This comes after another global rating firm, Moody’s, downgraded Nigeria’s ratings to Caa1, citing high debt and weak fiscal buffer. Nigeria’s total public debt printed at N44 trillion, excluding about N24 trillion overdraft from the Central Bank ways and means window.

According to the rating note released, the global rating agency revised its outlook on Nigeria to negative from stable. It affirmed the nation’s B-/B long- and short-term foreign and local currency sovereign credit ratings.

S&P said the new outlook reflects “increasing risks to Nigeria’s debt servicing capacity over the next one-to-two years due to intensifying fiscal and external pressures.”

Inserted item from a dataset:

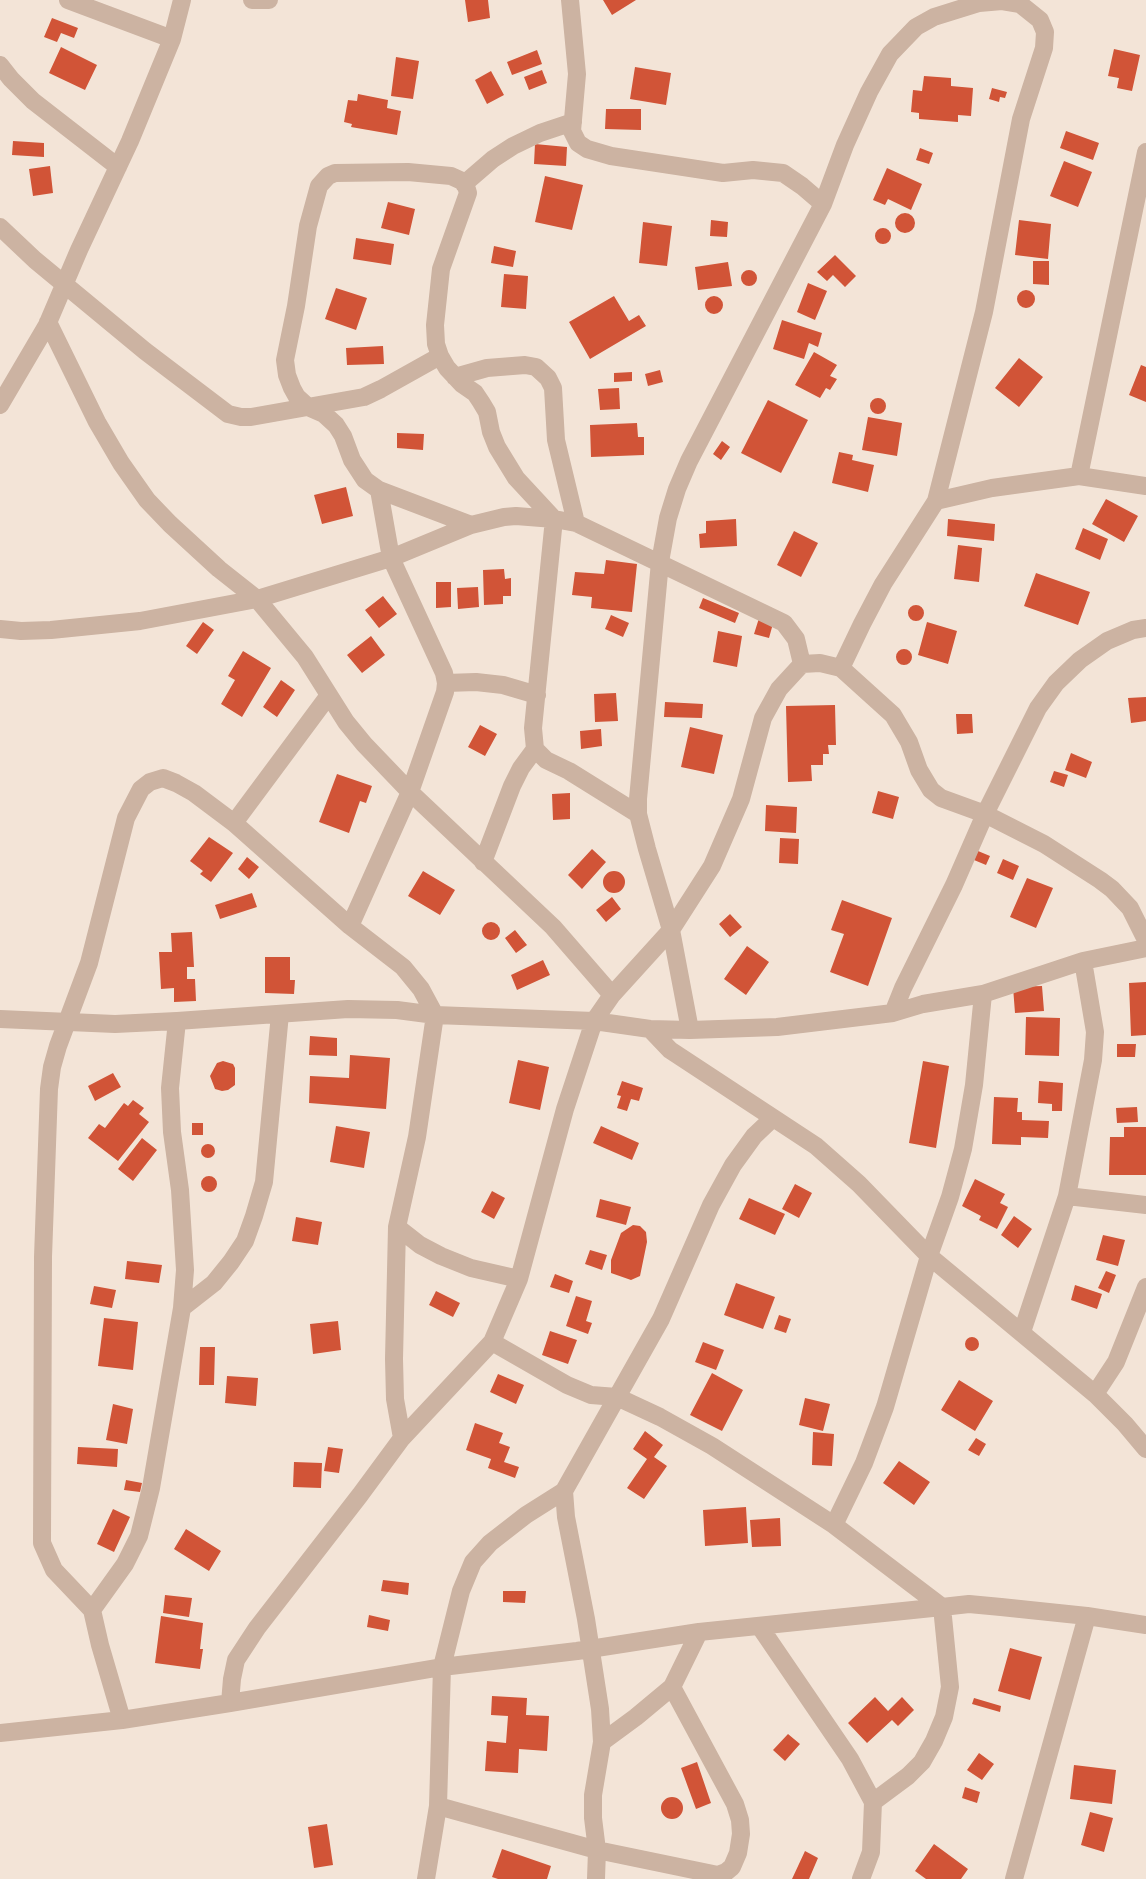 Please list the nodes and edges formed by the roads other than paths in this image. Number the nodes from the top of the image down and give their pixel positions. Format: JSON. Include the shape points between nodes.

It sees pressures arising from low oil production volumes, which have recently been rising. Oil production, including condensates, averaged about 1.37 million barrels per day 2022, according to S&P.

Oil production was below the budgeted 1.60 million barrels per day (mbpd), and below Nigeria’s Organization of the Petroleum Exporting Countries’ production quota of 1.8 mbpd, S&P said.

In its rating note, S&P observed large refined-petroleum subsidy costs, high debt service expenditure, and a relatively large planned fiscal deficit in the 2023 budget.

The 2023 federal budget, excluding that of the states, estimates a fiscal deficit of N11.34 trillion or $24.6 billion, translating to 5% of the nation’s gross domestic product (GDP) for 2023, S&P said.

Zainab Ahmed, the finance minister said on Thursday ( February 2, 2023) she disagreed with what she said was a “surprise” downgrade by Moody’s, saying that the government was addressing the agency’s concerns, which included a deteriorating fiscal and debt position.